There are $2^5$ of these, so there are $2^7+2^6-2^5$ bit strings that start with $1$ or end with $01$.

  • $\begingroup$ Thank you for making it clear and confirming my original thought process. I felt like there would be some extra's in there; would these 'extras' also be found similarly by taking the intersection of the two if they were sets? $\endgroup$ Jun 14, 2016 at 2:55
  • 1
    $\begingroup$ You are welcome. I deliberately avoided formulas. But for any finite set $X$, let $|X|$ be the number of elements in $X$. Let $A$ be the set of strings that begin with $1$, and let $B$ be the set of strings that end in $01$. The set we want to count is $A\cup B$, so we want $|A\cup B|$. We have in general $|A\cup B|=|A|+|B|-|A\cap B|$. The $2^5$ that I subtracted at the end is $|A\cap B|$. $\endgroup$ Jun 14, 2016 at 3:00
  • $\begingroup$ i.e. 160 bit strings. $\endgroup$ Jun 14, 2016 at 11:46

The strategy you seem to be proposing is to note that there are $2^7$ bit strings starting with $1$ and $2^6$ ending with $01$, since one may make $7$ choices in the first case and $6$ choices in the second. If we add these up to get $2^6+2^7$, this doesn't quite work to count the number of strings satisfying either condition.
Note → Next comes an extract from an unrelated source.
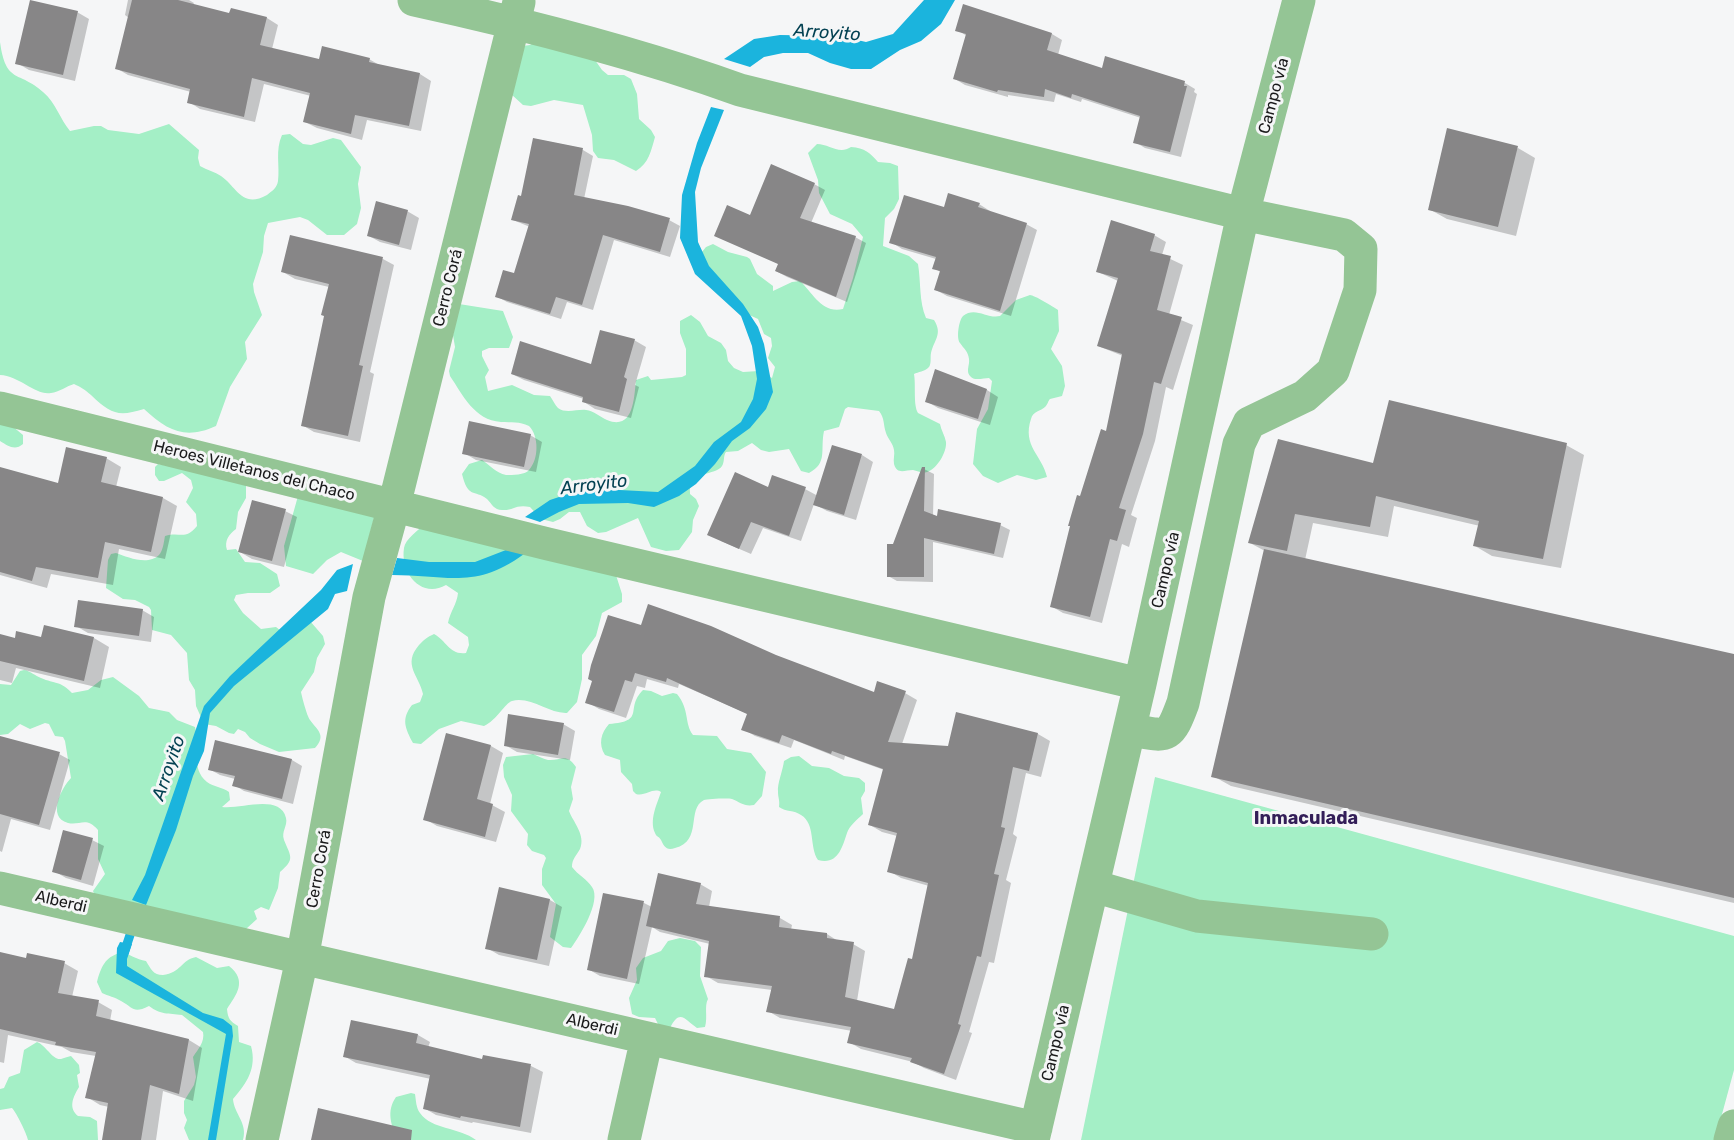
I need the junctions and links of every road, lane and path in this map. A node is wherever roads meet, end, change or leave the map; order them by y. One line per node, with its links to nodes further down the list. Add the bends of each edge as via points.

In particular, consider a string like $$10000001$$ it both starts with $1$ and ends with $01$, so the above method would have counted it twice. In particular, the remedy for this is to subtract out the number of strings that satisfy both conditions from the sum $2^6+2^7$ to compensate for counting those strings twice.

This is the inclusion-exclusion principle.
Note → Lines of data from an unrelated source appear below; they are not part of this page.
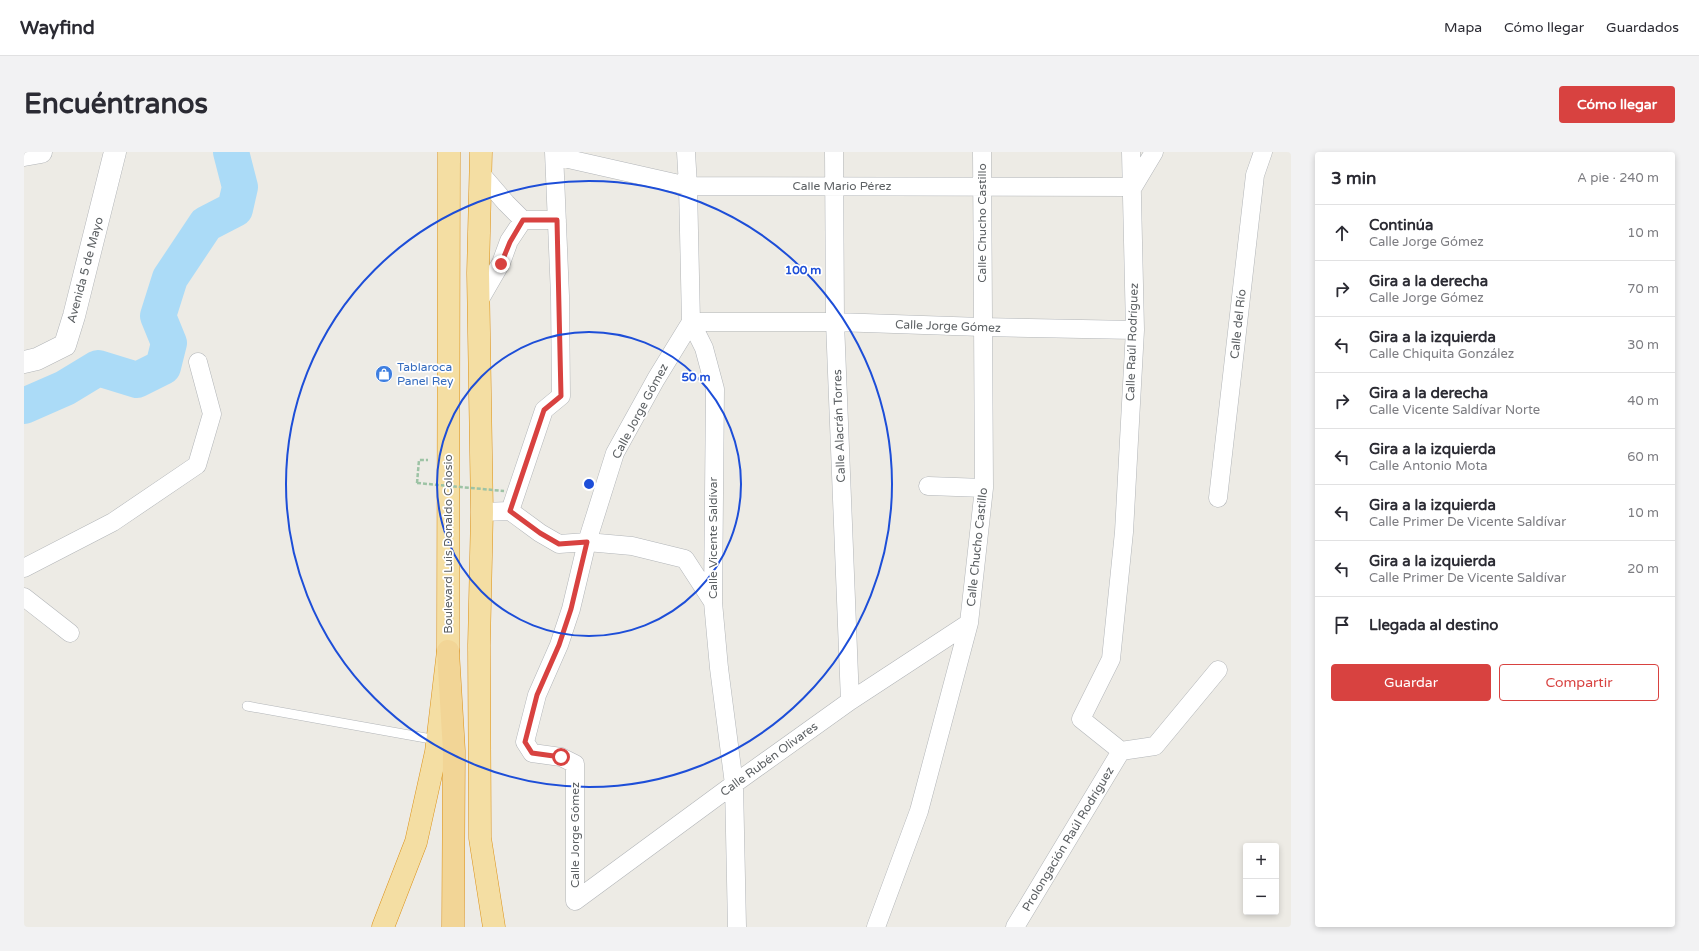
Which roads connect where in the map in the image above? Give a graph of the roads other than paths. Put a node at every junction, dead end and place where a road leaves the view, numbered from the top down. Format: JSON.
{"nodes":[{"id":1,"x":41,"y":152,"type":"edge"},
{"id":2,"x":115,"y":152,"type":"edge"},
{"id":3,"x":449,"y":152,"type":"edge"},
{"id":4,"x":481,"y":152,"type":"edge"},
{"id":5,"x":686,"y":152,"type":"edge"},
{"id":6,"x":834,"y":152,"type":"edge"},
{"id":7,"x":982,"y":152,"type":"edge"},
{"id":8,"x":1131,"y":152,"type":"edge"},
{"id":9,"x":1154,"y":152,"type":"edge"},
{"id":10,"x":1263,"y":152,"type":"edge"},
{"id":11,"x":555,"y":154,"type":"edge"},
{"id":12,"x":24,"y":155,"type":"edge"},
{"id":13,"x":481,"y":174,"type":"junction"},
{"id":14,"x":688,"y":186,"type":"junction"},
{"id":15,"x":834,"y":186,"type":"junction"},
{"id":16,"x":982,"y":186,"type":"junction"},
{"id":17,"x":1133,"y":187,"type":"junction"},
{"id":18,"x":523,"y":220,"type":"junction"},
{"id":19,"x":557,"y":220,"type":"junction"},
{"id":20,"x":478,"y":301,"type":"junction"},
{"id":21,"x":691,"y":322,"type":"junction"},
{"id":22,"x":835,"y":322,"type":"junction"},
{"id":23,"x":982,"y":328,"type":"junction"},
{"id":24,"x":1135,"y":330,"type":"junction"},
{"id":25,"x":24,"y":362,"type":"edge"},
{"id":26,"x":198,"y":362,"type":"dead end"},
{"id":27,"x":928,"y":486,"type":"dead end"},
{"id":28,"x":984,"y":488,"type":"junction"},
{"id":29,"x":1218,"y":498,"type":"dead end"},
{"id":30,"x":510,"y":511,"type":"junction"},
{"id":31,"x":482,"y":512,"type":"junction"},
{"id":32,"x":587,"y":542,"type":"junction"},
{"id":33,"x":24,"y":568,"type":"edge"},
{"id":34,"x":24,"y":597,"type":"edge"},
{"id":35,"x":713,"y":602,"type":"junction"},
{"id":36,"x":969,"y":623,"type":"junction"},
{"id":37,"x":70,"y":633,"type":"dead end"},
{"id":38,"x":448,"y":651,"type":"junction"},
{"id":39,"x":1218,"y":670,"type":"dead end"},
{"id":40,"x":850,"y":701,"type":"junction"},
{"id":41,"x":247,"y":706,"type":"dead end"},
{"id":42,"x":437,"y":740,"type":"junction"},
{"id":43,"x":1121,"y":751,"type":"junction"},
{"id":44,"x":734,"y":784,"type":"junction"},
{"id":45,"x":575,"y":901,"type":"joint"},
{"id":46,"x":383,"y":927,"type":"edge"},
{"id":47,"x":453,"y":927,"type":"edge"},
{"id":48,"x":494,"y":927,"type":"edge"},
{"id":49,"x":737,"y":927,"type":"edge"},
{"id":50,"x":876,"y":927,"type":"edge"},
{"id":51,"x":1015,"y":927,"type":"edge"}],
"edges":[{"from":1,"to":12,"type":"street"},
{"from":2,"to":25,"type":"street","name":"Avenida 5 de Mayo"},
{"from":3,"to":38,"type":"highway","name":"Boulevard Luis Donaldo Colosio"},
{"from":4,"to":13,"type":"highway"},
{"from":5,"to":14,"type":"street","name":"Calle Vicente Saldívar"},
{"from":6,"to":15,"type":"street","name":"Calle Alacrán Torres"},
{"from":7,"to":16,"type":"street","name":"Calle Chucho Castillo"},
{"from":8,"to":17,"type":"street","name":"Calle Raúl Rodríguez"},
{"from":9,"to":17,"type":"street"},
{"from":10,"to":29,"type":"street","name":"Calle del Río"},
{"from":11,"to":14,"type":"street","name":"Calle Mario Pérez"},
{"from":11,"to":19,"type":"street"},
{"from":13,"to":18,"type":"street"},
{"from":13,"to":20,"type":"highway"},
{"from":14,"to":15,"type":"street","name":"Calle Mario Pérez"},
{"from":14,"to":21,"type":"street","name":"Calle Vicente Saldívar"},
{"from":15,"to":16,"type":"street","name":"Calle Mario Pérez"},
{"from":15,"to":22,"type":"street","name":"Calle Alacrán Torres"},
{"from":16,"to":17,"type":"street","name":"Calle Mario Pérez"},
{"from":16,"to":23,"type":"street","name":"Calle Chucho Castillo"},
{"from":17,"to":24,"type":"street","name":"Calle Raúl Rodríguez"},
{"from":18,"to":19,"type":"street"},
{"from":18,"to":20,"type":"street"},
{"from":19,"to":30,"type":"street"},
{"from":20,"to":31,"type":"highway"},
{"from":21,"to":22,"type":"street","name":"Calle Jorge Gómez"},
{"from":21,"to":32,"type":"street","name":"Calle Jorge Gómez"},
{"from":21,"to":35,"type":"street","name":"Calle Vicente Saldívar"},
{"from":22,"to":23,"type":"street","name":"Calle Jorge Gómez"},
{"from":22,"to":40,"type":"street","name":"Calle Alacrán Torres"},
{"from":23,"to":24,"type":"street","name":"Calle Jorge Gómez"},
{"from":23,"to":28,"type":"street","name":"Calle Chucho Castillo"},
{"from":24,"to":43,"type":"street","name":"Calle Raúl Rodríguez"},
{"from":26,"to":33,"type":"street"},
{"from":27,"to":28,"type":"street"},
{"from":28,"to":36,"type":"street","name":"Calle Chucho Castillo"},
{"from":30,"to":31,"type":"street"},
{"from":30,"to":32,"type":"street"},
{"from":31,"to":48,"type":"highway"},
{"from":32,"to":35,"type":"street"},
{"from":32,"to":45,"type":"street","name":"Calle Jorge Gómez"},
{"from":34,"to":37,"type":"street"},
{"from":35,"to":44,"type":"street","name":"Calle Vicente Saldívar"},
{"from":36,"to":40,"type":"street","name":"Calle Rubén Olivares"},
{"from":36,"to":50,"type":"street","name":"Calle Chucho Castillo"},
{"from":38,"to":42,"type":"highway","name":"Boulevard Luis Donaldo Colosio"},
{"from":38,"to":47,"type":"highway"},
{"from":39,"to":43,"type":"street"},
{"from":40,"to":44,"type":"street","name":"Calle Rubén Olivares"},
{"from":41,"to":42,"type":"lane"},
{"from":42,"to":46,"type":"highway","name":"Boulevard Luis Donaldo Colosio"},
{"from":43,"to":51,"type":"street","name":"Prolongación Raúl Rodríguez"},
{"from":44,"to":45,"type":"street","name":"Calle Rubén Olivares"},
{"from":44,"to":49,"type":"street","name":"Calle Vicente Saldívar"}]}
Here is another way to arrive at the answer, without doing the whole "double count and then correct for it" dance:

Of all possible octets (8-bit strings), half of them will begin with $1$. Of the other half (i.e. those that begin with $0$), a quarter will end with $01$. Since there are $2^8$ possible octets, we have: $$ 2^8 \times \frac{1}{2} + 2^8 \times \frac{1}{2} \times \frac{1}{4} \\ 2^7 + 2^5 $$ While this may not look identical to the other answers, note that: $$ 2^5 = 2^6 - 2^5 $$ because $$ 2^6 - 2^5 = 2 \times 2^5 - 2^5 = 2^5 + 2^5 - 2^5 = 2^5 $$


Although the other answers show you how to work your logic into a correct application of the inclusion-exclusion principle, one could take a slightly different approach and sum sizes of nonintersecting sets of events.

Case 1:

First binary digit is 1. Given this condition, all possible strings with attribute fulfill the required 'Or' condition. So there are $2^7$ strings in this set.

Case 2:

The first binary digit is 0. Given this condition, only strings that end in $01$ fulfill the required condition. This leaves only 5 binary digits to freely choose: we count all of the form $0xxxxx01$. So there are $2^5$ strings in this set.

Summing the number of combinations for the two mutually exclusive, but exhaustive conditions yields $2^7 + 2^5$ combinations.